To standardize the domestic money supply, Royal minting initiatives were established to transition to flat, machine-struck coinage:

- Tin-Copper Issues (Reign of Rama IV): Between 1860 and 1862, King Mongkut authorized the domestic striking of flat solot coins composed of a soft tin-copper alloy. While utilizing abundant domestic tin reserves, the alloy proved highly susceptible to environmental degradation and rapid physical wear.
- Copper Issues (Reign of Rama V): Recognizing the structural deficiencies of the domestic tin issues, King Chulalongkorn overhauled the national currency production.
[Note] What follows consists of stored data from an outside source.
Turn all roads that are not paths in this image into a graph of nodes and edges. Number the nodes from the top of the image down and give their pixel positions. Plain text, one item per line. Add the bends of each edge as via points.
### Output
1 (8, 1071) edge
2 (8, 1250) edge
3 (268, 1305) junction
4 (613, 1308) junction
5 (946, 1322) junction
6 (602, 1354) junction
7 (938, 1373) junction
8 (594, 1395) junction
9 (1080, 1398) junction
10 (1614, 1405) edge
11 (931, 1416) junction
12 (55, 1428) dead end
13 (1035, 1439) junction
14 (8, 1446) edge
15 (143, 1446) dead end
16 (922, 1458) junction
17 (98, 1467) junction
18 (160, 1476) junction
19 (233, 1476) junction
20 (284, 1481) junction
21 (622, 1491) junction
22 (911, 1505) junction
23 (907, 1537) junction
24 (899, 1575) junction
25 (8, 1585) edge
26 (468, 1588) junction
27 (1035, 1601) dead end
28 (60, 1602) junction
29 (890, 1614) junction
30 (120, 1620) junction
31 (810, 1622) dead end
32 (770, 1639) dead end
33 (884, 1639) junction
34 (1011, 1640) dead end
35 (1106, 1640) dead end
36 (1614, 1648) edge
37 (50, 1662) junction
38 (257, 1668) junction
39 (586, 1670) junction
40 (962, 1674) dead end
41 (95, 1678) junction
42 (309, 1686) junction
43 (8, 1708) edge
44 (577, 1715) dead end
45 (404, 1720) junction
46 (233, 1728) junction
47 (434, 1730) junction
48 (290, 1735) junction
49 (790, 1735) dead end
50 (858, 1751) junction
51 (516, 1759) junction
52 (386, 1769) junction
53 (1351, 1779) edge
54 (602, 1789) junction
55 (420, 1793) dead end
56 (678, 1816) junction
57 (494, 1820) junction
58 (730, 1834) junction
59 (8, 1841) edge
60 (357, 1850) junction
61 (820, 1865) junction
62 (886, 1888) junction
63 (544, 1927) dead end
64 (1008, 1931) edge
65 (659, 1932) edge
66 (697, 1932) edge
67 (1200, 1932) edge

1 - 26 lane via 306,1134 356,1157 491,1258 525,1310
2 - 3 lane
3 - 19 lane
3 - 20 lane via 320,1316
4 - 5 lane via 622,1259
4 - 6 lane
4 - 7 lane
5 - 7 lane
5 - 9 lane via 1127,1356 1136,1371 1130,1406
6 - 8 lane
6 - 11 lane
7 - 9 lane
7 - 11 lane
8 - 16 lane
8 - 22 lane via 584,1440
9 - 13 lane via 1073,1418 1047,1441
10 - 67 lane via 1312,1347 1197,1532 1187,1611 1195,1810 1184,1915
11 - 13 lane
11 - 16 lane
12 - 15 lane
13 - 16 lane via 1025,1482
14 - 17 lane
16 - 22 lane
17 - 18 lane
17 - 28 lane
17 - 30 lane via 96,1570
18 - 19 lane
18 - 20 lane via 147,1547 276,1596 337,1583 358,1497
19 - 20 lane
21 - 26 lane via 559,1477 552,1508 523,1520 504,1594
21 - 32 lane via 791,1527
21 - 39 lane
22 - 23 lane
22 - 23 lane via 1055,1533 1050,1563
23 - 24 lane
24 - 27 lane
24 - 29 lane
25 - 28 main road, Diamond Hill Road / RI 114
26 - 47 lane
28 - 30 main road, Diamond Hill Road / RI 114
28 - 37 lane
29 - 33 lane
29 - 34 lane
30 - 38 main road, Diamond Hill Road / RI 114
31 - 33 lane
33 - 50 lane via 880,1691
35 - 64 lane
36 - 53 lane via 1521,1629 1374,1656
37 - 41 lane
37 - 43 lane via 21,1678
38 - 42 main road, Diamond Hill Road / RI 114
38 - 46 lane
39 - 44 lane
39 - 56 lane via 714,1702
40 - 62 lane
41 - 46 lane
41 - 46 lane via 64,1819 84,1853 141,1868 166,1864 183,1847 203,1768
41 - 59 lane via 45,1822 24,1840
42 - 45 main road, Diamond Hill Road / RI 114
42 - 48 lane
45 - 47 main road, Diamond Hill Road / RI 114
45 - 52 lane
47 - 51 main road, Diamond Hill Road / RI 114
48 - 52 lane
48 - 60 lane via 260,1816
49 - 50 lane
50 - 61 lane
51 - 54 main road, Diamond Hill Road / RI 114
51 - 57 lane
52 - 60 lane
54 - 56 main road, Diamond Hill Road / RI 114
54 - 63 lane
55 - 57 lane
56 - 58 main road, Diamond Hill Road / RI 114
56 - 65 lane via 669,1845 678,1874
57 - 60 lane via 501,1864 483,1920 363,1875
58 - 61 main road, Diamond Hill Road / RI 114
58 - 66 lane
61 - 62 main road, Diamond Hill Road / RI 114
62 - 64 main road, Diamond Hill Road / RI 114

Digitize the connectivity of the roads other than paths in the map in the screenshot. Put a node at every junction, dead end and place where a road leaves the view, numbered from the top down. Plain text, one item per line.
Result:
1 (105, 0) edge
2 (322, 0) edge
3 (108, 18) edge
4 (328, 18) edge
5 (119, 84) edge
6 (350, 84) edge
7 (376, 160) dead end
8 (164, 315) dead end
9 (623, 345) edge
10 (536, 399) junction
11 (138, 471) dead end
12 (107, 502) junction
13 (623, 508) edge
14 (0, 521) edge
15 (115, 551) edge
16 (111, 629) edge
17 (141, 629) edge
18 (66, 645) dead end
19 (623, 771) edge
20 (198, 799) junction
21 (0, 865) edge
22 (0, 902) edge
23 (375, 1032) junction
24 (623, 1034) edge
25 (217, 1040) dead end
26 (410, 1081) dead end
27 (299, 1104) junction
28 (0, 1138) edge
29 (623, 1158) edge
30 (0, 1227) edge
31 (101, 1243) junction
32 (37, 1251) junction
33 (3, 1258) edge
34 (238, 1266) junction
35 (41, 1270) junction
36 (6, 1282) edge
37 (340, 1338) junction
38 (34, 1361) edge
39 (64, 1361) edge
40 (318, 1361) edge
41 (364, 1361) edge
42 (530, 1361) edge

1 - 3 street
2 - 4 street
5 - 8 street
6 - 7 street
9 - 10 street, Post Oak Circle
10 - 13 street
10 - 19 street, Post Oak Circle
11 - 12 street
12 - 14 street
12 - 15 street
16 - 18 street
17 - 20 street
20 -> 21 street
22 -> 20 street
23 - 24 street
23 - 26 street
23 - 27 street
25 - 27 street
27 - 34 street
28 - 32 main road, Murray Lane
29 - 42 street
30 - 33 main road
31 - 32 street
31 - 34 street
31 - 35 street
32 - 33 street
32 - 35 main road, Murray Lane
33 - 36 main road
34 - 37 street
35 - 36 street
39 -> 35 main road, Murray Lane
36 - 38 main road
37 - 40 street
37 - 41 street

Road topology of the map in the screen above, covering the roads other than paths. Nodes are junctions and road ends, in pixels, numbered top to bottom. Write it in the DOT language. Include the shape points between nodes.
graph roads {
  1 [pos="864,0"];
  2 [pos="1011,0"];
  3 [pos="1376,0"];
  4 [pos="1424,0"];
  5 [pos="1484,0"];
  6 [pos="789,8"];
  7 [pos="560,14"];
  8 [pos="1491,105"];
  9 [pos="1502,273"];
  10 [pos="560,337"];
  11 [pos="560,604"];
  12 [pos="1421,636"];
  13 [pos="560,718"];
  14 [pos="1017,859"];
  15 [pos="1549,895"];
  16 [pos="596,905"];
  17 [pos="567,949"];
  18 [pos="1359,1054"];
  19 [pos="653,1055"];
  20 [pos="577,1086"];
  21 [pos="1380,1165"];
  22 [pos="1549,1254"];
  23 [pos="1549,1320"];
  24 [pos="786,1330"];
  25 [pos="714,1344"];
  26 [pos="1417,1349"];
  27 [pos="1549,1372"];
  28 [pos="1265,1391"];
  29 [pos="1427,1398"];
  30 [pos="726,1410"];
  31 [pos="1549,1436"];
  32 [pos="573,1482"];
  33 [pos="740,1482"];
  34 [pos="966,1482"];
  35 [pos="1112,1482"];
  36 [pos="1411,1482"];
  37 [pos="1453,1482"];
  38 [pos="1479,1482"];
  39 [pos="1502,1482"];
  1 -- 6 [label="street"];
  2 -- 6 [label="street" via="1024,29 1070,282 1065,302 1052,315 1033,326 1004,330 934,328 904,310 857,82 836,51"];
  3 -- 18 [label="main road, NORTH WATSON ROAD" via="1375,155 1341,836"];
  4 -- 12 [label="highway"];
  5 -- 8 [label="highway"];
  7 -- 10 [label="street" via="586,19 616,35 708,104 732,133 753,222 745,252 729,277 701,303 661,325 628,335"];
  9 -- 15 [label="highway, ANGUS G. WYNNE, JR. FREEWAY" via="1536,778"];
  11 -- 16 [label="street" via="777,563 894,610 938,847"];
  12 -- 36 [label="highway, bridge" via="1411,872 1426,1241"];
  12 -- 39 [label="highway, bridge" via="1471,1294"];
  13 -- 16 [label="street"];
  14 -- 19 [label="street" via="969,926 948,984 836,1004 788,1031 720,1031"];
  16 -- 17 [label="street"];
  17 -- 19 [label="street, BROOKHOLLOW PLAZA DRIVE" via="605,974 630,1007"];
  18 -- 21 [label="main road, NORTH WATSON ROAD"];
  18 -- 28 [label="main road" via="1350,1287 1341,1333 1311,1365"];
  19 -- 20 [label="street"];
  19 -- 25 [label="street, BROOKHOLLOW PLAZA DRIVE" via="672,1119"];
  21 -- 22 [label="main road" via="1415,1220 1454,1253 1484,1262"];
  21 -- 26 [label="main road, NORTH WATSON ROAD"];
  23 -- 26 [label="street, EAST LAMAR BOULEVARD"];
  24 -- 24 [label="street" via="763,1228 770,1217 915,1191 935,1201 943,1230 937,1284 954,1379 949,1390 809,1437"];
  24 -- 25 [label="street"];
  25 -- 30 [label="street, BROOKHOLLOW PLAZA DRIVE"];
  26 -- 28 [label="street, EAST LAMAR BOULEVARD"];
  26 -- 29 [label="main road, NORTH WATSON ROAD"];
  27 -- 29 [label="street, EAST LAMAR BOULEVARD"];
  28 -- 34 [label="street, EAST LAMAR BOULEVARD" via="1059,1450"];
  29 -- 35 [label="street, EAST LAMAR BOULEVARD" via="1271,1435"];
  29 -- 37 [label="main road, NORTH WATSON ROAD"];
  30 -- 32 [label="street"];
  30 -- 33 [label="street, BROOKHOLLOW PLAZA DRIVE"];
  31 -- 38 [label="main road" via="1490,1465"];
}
The Siamese government outsourced industrial minting operations to prominent European facilities, notably the Heaton Mint in Birmingham, England, and the Hamburg Mint in Germany.

== Designs ==

=== The Chulalongkorn Monogram Series (1875–1883) ===
Produced at the Heaton Mint, these copper specimens feature a distinct lack of royal portraiture, relying instead on heraldic symbols:

- Obverse: Features the royal cipher of King Rama V—the stylized Thai initials จปร (Chulalongkorn Paramin R), surmounted by the Great Crown of Victory and flanked by the textual inscription “Krung Siam, Ratchakan thi 5” (Kingdom of Siam, 5th Reign).
- Reverse: Bears the explicit denomination text โสลด ๑๖ อันเฟื้อง (Solot, 16 pieces [equal] a Fueang), framed symmetrically by a botanical wreath of Cassia javanica (Java Cassia foliage).
- Chronology: Date attribution on these issues utilizes the Chula Sakarat (CS) civil calendar system, with prominent mintages bearing the dates ๑๒๓๖ (CS 1236 / 1875 CE) and ๑๒๔๔ (CS 1244 / 1882 CE).

=== The Phra Siam Devadhiraj Series (1887–1905) ===
This subsequent design phase marked a significant shift toward Western coinage styles, featuring a left-facing bust profile of King Chulalongkorn in military uniform on the obverse. The reverse portrays Phra Siam Devadhiraj—the guardian deity of the nation—seated on a stylized throne and holding a trident, positioned above a shield incorporating the tripartite Siamese Royal Coat of Arms.

== Demonetization ==
The structural complexity of the non-decimal system presented chronic administrative challenges for modern accounting, public finance, and international foreign exchange. In 1897, the Siamese government initiated structural currency reform, establishing a strict decimal framework that divided one Baht into 100 Satang.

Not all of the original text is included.